Timisoara capital city of Timis County, Banat historical region from western of Romania – from the past until the present
The city of Timisoara is documented since the late XIII century, first document of the city of Timisoara is however controversial, is placed by specialists in 1212 or 1266. In 1342, Timisoara is mentioned with the title “civitas” – city. Archaeological findings indicate the existence of a Roman settlement but possibly the city, on the site of today’s city. Timisoara name comes from Castri de Thymes (fortification built in the early eleventh century to the supervision of fords and roads), which retained the old Romanian Dacian name of the river Timis.

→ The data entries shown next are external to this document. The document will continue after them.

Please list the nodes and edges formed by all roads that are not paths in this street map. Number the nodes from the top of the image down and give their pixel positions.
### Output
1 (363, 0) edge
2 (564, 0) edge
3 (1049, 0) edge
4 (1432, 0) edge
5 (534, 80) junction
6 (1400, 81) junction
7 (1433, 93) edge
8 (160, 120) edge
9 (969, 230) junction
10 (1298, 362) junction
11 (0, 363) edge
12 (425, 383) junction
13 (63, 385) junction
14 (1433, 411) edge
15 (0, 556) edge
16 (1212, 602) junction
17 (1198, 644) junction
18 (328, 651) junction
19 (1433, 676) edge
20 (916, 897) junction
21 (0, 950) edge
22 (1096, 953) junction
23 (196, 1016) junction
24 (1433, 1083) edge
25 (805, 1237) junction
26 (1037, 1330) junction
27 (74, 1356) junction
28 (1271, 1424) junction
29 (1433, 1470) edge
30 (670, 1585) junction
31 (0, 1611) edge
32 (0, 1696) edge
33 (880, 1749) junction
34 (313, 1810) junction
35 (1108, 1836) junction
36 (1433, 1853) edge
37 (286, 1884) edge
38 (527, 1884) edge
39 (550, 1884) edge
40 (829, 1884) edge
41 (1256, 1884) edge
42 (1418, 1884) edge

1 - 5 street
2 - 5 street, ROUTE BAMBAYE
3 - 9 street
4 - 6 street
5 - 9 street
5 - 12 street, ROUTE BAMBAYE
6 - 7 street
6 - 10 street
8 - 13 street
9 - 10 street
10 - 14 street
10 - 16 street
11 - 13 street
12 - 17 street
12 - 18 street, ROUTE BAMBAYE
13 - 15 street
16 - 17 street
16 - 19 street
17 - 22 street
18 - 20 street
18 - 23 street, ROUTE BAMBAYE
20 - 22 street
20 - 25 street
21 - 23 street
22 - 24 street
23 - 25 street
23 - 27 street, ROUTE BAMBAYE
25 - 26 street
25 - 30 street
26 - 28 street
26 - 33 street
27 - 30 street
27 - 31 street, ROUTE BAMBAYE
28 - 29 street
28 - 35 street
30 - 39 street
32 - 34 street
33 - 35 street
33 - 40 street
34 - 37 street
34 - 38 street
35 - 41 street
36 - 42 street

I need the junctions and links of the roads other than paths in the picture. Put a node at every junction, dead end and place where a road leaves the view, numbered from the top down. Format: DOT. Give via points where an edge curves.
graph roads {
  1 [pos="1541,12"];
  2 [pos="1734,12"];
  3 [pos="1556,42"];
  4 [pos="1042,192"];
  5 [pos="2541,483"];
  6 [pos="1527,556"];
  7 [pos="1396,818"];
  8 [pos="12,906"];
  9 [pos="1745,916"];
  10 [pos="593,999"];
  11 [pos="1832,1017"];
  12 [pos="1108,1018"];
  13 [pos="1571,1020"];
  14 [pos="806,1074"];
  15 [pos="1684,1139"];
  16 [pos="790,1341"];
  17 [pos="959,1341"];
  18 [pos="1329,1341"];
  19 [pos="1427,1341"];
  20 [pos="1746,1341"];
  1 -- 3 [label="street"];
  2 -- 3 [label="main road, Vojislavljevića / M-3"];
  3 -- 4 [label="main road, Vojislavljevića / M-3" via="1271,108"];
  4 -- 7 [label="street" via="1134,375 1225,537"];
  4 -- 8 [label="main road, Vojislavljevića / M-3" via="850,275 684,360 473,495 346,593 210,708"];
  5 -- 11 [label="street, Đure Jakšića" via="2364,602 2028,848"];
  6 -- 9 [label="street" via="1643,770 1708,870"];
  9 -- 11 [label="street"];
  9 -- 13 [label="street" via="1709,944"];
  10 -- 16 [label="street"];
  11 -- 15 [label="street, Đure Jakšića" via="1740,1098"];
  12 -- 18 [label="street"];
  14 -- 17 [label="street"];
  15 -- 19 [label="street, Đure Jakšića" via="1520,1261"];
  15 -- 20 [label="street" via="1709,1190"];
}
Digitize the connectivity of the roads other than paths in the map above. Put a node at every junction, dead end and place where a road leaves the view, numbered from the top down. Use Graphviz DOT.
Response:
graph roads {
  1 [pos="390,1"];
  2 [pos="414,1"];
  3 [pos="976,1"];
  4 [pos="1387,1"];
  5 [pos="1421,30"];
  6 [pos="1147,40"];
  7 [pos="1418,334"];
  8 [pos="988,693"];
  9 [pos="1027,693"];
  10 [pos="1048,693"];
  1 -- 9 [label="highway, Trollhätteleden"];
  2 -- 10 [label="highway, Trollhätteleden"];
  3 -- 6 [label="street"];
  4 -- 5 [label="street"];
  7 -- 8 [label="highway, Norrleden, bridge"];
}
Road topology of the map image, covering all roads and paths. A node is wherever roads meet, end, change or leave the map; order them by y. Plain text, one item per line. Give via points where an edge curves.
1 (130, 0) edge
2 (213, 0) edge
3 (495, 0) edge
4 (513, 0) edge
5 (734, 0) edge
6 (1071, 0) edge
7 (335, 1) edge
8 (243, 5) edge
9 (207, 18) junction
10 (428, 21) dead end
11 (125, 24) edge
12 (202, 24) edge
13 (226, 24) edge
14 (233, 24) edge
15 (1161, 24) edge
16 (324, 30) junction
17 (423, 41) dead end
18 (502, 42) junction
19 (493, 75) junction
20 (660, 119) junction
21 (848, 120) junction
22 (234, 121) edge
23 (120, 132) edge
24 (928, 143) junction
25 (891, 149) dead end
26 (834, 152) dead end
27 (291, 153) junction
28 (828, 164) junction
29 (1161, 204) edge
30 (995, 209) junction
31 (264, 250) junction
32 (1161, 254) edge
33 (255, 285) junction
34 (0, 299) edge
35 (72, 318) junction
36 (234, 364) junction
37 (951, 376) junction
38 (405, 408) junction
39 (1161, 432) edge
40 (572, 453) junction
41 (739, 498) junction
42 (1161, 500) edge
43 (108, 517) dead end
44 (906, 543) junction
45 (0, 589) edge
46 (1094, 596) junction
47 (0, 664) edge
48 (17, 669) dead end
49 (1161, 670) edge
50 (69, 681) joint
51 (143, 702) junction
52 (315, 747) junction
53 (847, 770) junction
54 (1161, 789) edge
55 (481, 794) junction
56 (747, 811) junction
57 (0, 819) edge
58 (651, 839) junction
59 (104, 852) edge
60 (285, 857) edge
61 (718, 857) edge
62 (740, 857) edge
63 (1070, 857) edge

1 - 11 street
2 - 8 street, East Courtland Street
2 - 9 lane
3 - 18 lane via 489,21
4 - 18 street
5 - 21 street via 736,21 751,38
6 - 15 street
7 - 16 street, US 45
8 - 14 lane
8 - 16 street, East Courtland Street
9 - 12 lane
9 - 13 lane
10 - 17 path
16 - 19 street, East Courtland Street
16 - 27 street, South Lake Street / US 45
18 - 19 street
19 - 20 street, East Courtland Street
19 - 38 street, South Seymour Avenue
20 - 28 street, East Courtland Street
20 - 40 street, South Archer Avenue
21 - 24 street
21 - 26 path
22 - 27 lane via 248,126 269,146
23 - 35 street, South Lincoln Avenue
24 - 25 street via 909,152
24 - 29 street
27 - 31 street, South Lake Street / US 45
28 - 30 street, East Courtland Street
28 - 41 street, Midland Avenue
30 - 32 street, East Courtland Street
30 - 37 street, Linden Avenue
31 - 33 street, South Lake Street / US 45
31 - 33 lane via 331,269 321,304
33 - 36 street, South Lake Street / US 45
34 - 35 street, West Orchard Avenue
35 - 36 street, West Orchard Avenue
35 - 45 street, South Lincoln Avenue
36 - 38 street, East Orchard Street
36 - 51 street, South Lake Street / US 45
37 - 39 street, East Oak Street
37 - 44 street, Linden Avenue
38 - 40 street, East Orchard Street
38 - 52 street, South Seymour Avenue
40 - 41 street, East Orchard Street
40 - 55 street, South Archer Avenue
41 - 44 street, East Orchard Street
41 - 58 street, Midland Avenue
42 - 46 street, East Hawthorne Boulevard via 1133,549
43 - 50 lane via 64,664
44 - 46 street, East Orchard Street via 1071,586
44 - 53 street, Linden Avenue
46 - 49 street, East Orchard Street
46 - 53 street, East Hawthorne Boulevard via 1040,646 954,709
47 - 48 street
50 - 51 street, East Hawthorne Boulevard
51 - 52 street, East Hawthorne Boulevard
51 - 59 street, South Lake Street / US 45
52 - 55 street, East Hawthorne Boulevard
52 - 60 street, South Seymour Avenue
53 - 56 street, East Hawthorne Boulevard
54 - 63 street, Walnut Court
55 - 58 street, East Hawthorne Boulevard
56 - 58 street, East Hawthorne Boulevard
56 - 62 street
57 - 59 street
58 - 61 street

Due to the strategic settlement history of the ancient citadel of Timisoara is marked by involvement in the fight to halt the Ottoman advance towards Central Europe. Timisoara Fortress was built in the eighteenth century, the marshes left by flooding rivers Timis and Bega. Moreover, the surrounding marshes were, for a long time, a natural fortification of the city. Building Bega Canal starting in 1728 led to dry marshes and land improvement.
Timisoara received a particular boost during the reign of King Charles I of Anjou, who after his visit in 1307 ordered the construction of a royal palace here. Moreover, during the feudal anarchy, the Hungarian capital will move. Hunyadi’s appointment to the position of Timis county, in 1440, marks a unique chapter in the history of Timisoara. He turned the town into a permanent military camp in his home, moving here with his family. The city remained in possession of Corvin familly until 1490.
A great episode in the history of Timisoara is the siege by the army of peasant uprisings led by Gheorghe Doja. Insurgent armies consisting of Romanian and Hungarian serfs, had to be defeated near Timisoara, comitele John Zápolya. Legend says that the place where Doja was killed, put on a red iron chair and burned alive, is marked by the statue of Virgin Mary in the market with the same name.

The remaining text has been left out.